But back to the plot. As agriculture developed a populations became more settled, the social significance of fecundity was extended from the animal kingdom to the plant world. The Lord of Nature thus extended his reign. This transformation is seen most clearly in the figure of Osiris, who was both a bull god and a crop deity. It was from the 'Osirian stage' of the Nature Lord that Dionysos would emerge, with whom the Goat (linked to early agriculture as well as to the Youth archetype) was sacred. Eventually this development would domesticate the archetype, turning him into a boring fertility god (and finally a homely city god of prosperity). Only in the uncultivated areas bordering farmland (which were very significant for the expanding agriculturists) would the vegetative archetype retain its wilder nature. Most notably as Silvanus, and the Green Man. And it was only deep in the ancient forests, mountains and wilderness that the Horned God himself would remain.
Or almost. Three relatively untamed descendants of the Bull God would have a major impact on world civilisation, Osiris, Shiva and Dionysos. With the latter eventually finding himself in the heart of the city. Of course these gods while still comparatively wild did benefit from their links with civilisation. While the civilising process is often a negative one, that typically alienates people from nature, themselves and each other, it can also supply culture that adds a sophistication to the rawer natural product. It is a double edged phenomenon and cannot really be reduced either way by simplistic Rationalist or Primitivist arguments. But remarkably these three archetypes seem to have evolved under the positive influence of civilisation while almost entirely avoiding the negative (or at least for a long time). One important aspect of this was the concept of Dionysos as God of Pleasure, adding the hedonistic delights of the city to the wilder ecstasies of the Primitive Dionysos. Dionysos had a guise for both town and country. Both of which would become an anathema for a slavish Christianity.

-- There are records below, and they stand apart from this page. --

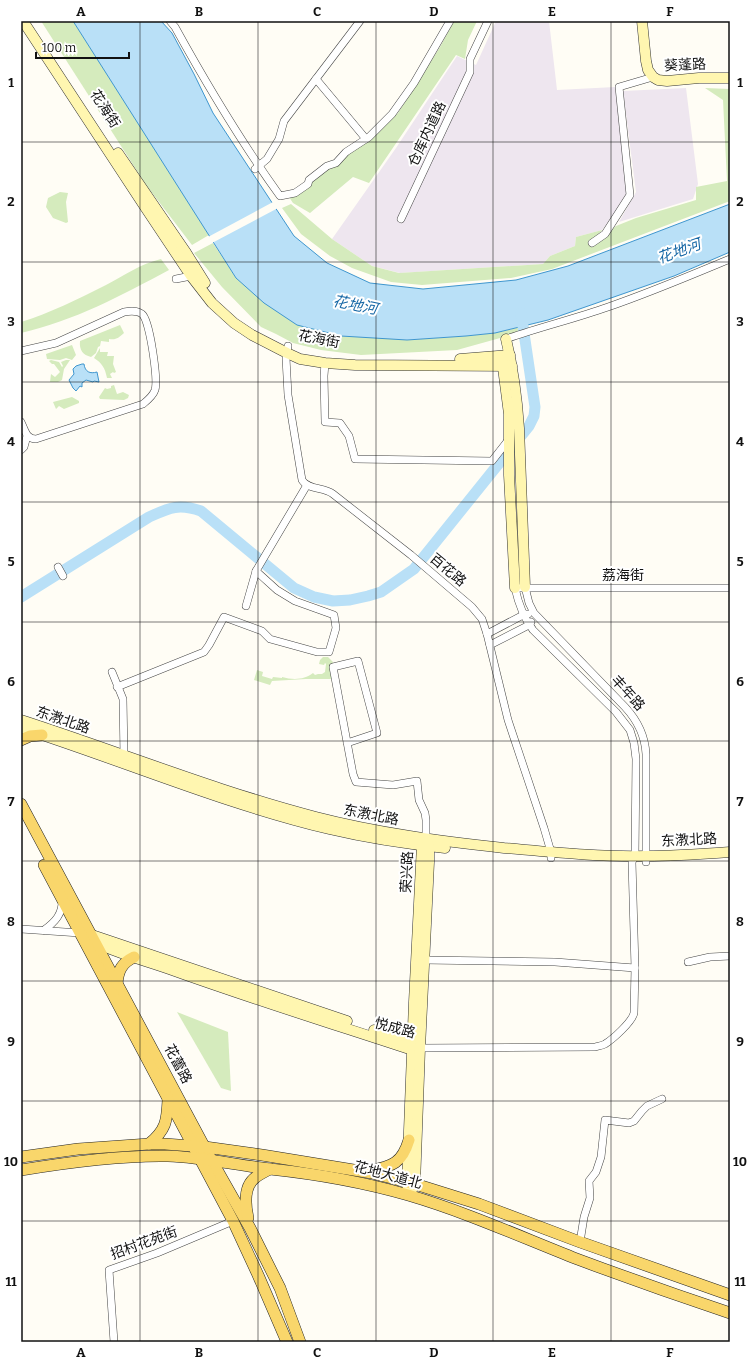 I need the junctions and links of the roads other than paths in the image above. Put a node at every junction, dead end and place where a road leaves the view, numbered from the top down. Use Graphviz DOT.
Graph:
graph roads {
  1 [pos="24,21"];
  2 [pos="32,21"];
  3 [pos="170,21"];
  4 [pos="360,21"];
  5 [pos="450,21"];
  6 [pos="488,21"];
  7 [pos="642,21"];
  8 [pos="652,77"];
  9 [pos="730,78"];
  10 [pos="316,79"];
  11 [pos="366,139"];
  12 [pos="257,168"];
  13 [pos="401,220"];
  14 [pos="592,243"];
  15 [pos="730,259"];
  16 [pos="191,276"];
  17 [pos="176,279"];
  18 [pos="506,339"];
  19 [pos="287,350"];
  20 [pos="21,351"];
  21 [pos="507,361"];
  22 [pos="326,363"];
  23 [pos="21,422"];
  24 [pos="27,436"];
  25 [pos="510,438"];
  26 [pos="21,450"];
  27 [pos="307,485"];
  28 [pos="58,567"];
  29 [pos="257,569"];
  30 [pos="63,576"];
  31 [pos="520,587"];
  32 [pos="730,588"];
  33 [pos="246,606"];
  34 [pos="534,613"];
  35 [pos="524,614"];
  36 [pos="529,625"];
  37 [pos="487,634"];
  38 [pos="490,645"];
  39 [pos="112,672"];
  40 [pos="117,687"];
  41 [pos="21,720"];
  42 [pos="21,728"];
  43 [pos="42,735"];
  44 [pos="21,740"];
  45 [pos="347,743"];
  46 [pos="124,756"];
  47 [pos="21,804"];
  48 [pos="21,820"];
  49 [pos="426,844"];
  50 [pos="730,852"];
  51 [pos="551,855"];
  52 [pos="634,859"];
  53 [pos="646,859"];
  54 [pos="730,859"];
  55 [pos="62,897"];
  56 [pos="21,929"];
  57 [pos="44,930"];
  58 [pos="88,937"];
  59 [pos="134,956"];
  60 [pos="730,956"];
  61 [pos="424,960"];
  62 [pos="688,962"];
  63 [pos="635,968"];
  64 [pos="117,984"];
  65 [pos="415,1047"];
  66 [pos="168,1097"];
  67 [pos="662,1099"];
  68 [pos="409,1140"];
  69 [pos="148,1144"];
  70 [pos="192,1145"];
  71 [pos="205,1147"];
  72 [pos="21,1157"];
  73 [pos="200,1159"];
  74 [pos="212,1161"];
  75 [pos="270,1169"];
  76 [pos="21,1170"];
  77 [pos="367,1172"];
  78 [pos="411,1182"];
  79 [pos="409,1195"];
  80 [pos="233,1221"];
  81 [pos="250,1228"];
  82 [pos="580,1242"];
  83 [pos="730,1295"];
  84 [pos="730,1313"];
  85 [pos="114,1342"];
  86 [pos="287,1342"];
  87 [pos="300,1342"];
  1 -- 16 [label="street, 花海街"];
  2 -- 19 [label="street, 花海街"];
  3 -- 12 [label="street"];
  4 -- 10 [label="street"];
  5 -- 11 [label="street"];
  6 -- 13 [label="street, 仓库内道路"];
  7 -- 8 [label="street, 葵蓬路"];
  8 -- 9 [label="street, 葵蓬路"];
  8 -- 14 [label="street"];
  10 -- 11 [label="street"];
  10 -- 12 [label="street"];
  11 -- 12 [label="street"];
  15 -- 18 [label="street"];
  16 -- 17 [label="street"];
  16 -- 19 [label="street, 花海街"];
  18 -- 21 [label="street"];
  19 -- 21 [label="street, 花海街"];
  19 -- 22 [label="street, 花海街"];
  19 -- 27 [label="street"];
  20 -- 24 [label="street"];
  21 -- 22 [label="street, 花海街"];
  21 -- 25 [label="street"];
  21 -- 31 [label="street"];
  22 -- 25 [label="street"];
  23 -- 24 [label="street"];
  24 -- 26 [label="street"];
  25 -- 31 [label="street"];
  27 -- 29 [label="street"];
  27 -- 37 [label="street, 百花路"];
  28 -- 30 [label="street"];
  29 -- 33 [label="street"];
  29 -- 40 [label="street"];
  31 -- 32 [label="street, 荔海街"];
  31 -- 34 [label="street"];
  31 -- 35 [label="street, 丰年路"];
  34 -- 35 [label="street"];
  34 -- 36 [label="street"];
  34 -- 53 [label="street, 丰年路"];
  35 -- 36 [label="street, 丰年路"];
  35 -- 37 [label="street"];
  36 -- 38 [label="street"];
  36 -- 52 [label="street, 丰年路"];
  37 -- 38 [label="street, 百花路"];
  38 -- 51 [label="street, 百花路"];
  39 -- 40 [label="street"];
  40 -- 46 [label="street"];
  41 -- 46 [label="street, 东漖北路"];
  42 -- 43 [label="street, 东漖北路"];
  43 -- 44 [label="main road"];
  43 -- 49 [label="street, 东漖北路"];
  45 -- 45 [label="street"];
  45 -- 49 [label="street"];
  46 -- 49 [label="street, 东漖北路"];
  47 -- 58 [label="main road, 花蕾路"];
  48 -- 55 [label="main road, 花蕾路"];
  49 -- 51 [label="street, 东漖北路"];
  49 -- 61 [label="street, 荣兴路"];
  49 -- 65 [label="street, 荣兴路"];
  50 -- 53 [label="street, 东漖北路"];
  51 -- 52 [label="street, 东漖北路"];
  52 -- 53 [label="street, 东漖北路"];
  52 -- 63 [label="street, 丰年路"];
  53 -- 54 [label="street, 东漖北路"];
  55 -- 57 [label="street"];
  55 -- 58 [label="main road, 花蕾路"];
  56 -- 57 [label="street"];
  57 -- 58 [label="street"];
  58 -- 59 [label="street, 悦成路"];
  58 -- 64 [label="main road, 花蕾路"];
  58 -- 65 [label="street, 悦成路"];
  58 -- 66 [label="main road, 花蕾路"];
  59 -- 64 [label="main road"];
  59 -- 65 [label="street, 悦成路"];
  60 -- 62 [label="street"];
  61 -- 63 [label="street"];
  61 -- 65 [label="street, 荣兴路"];
  63 -- 65 [label="street, 丰年路"];
  64 -- 71 [label="main road, 花蕾路"];
  65 -- 68 [label="street, 荣兴路"];
  65 -- 78 [label="street, 荣兴路"];
  66 -- 69 [label="main road"];
  66 -- 70 [label="main road, 花蕾路"];
  67 -- 82 [label="street"];
  68 -- 77 [label="main road"];
  68 -- 78 [label="street, 荣兴路"];
  69 -- 70 [label="main road, 花地大道北"];
  69 -- 72 [label="main road, 花地大道北"];
  70 -- 71 [label="main road, 花地大道北"];
  70 -- 73 [label="main road, 花蕾路"];
  71 -- 74 [label="main road, 花蕾路"];
  71 -- 77 [label="main road, 花地大道北"];
  73 -- 74 [label="main road, 花地大道北"];
  73 -- 76 [label="main road, 花地大道北"];
  73 -- 80 [label="main road, 花蕾路"];
  74 -- 75 [label="main road, 花地大道北"];
  74 -- 81 [label="main road, 花蕾路"];
  75 -- 79 [label="main road, 花地大道北"];
  75 -- 81 [label="main road"];
  77 -- 78 [label="main road, 花地大道北"];
  78 -- 79 [label="street, 荣兴路"];
  78 -- 82 [label="main road, 花地大道北"];
  79 -- 84 [label="main road, 花地大道北"];
  80 -- 85 [label="street, 招村花苑街"];
  80 -- 86 [label="main road, 花蕾路"];
  81 -- 87 [label="main road, 花蕾路"];
  82 -- 83 [label="main road, 花地大道北"];
}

Osiris (and Horus, his son/aspect), though eventually tamed by the later Egyptian Civilisation, was originally quite a wild thing. In his earliest form, referred to the Bull of Confusion and Primeval Serpent. Aser, the original Osiris archetype (under various local names: most famously Apis, Hapi, Min etc ) represented the raw powers of life and death. His most dramatic manifestation being the Nile flood, with its force for both devastation and fertilisation. But this aspect didn't last long in its pure form under the evolution of Egyptian civilisation. While the original archetype was safely preserved on the fringes of the culture, as Ihy, babe of Hathor, Osiris was finally tamed and segregated into a fertility (and healer) god and/or a lord of the dead. In ancient Memphis - where he was known as Nefertem/Sokar (and was also recognised as the root of the abstracted Ptah) - his wilder side was preserved only in his female aspect, the bestial Hathor-Sekhmet. Later in the next capital Heliopolis it was distributed (moralistically) between his more macho 'kinsmen' Horus (originally, like Shu, a Pre-Egyptian Youth archetype, Heru of the Spear) and the 'evil' Set (a desert Osiris, reshaped by an invader's Asiatic Youth archetype, Shutekh). Their relation being known in the Osirian Mysteries as "the secret of the two partners".
The Egyptian Civilization is a paradigm case of the civilizing process, that produced a domestication, fragmentation, alienation and abstraction that destroyed the old Religion and created a fantastical, mystical Polytheism in its place. Despite this though Egypt preserved a vestige of the older tradition (both in its fringe Osirian 'Dionysianism', and in its rationalized mysteries, such as Alchemy), and like hedonic Bastet, the domestic cat goddess, always retained a spark of Sekhmet. Indeed Egyptian prophetic tradition told of the eventual return of Horus and Sekhmet, who would replace the old order of the emasculated Osiris.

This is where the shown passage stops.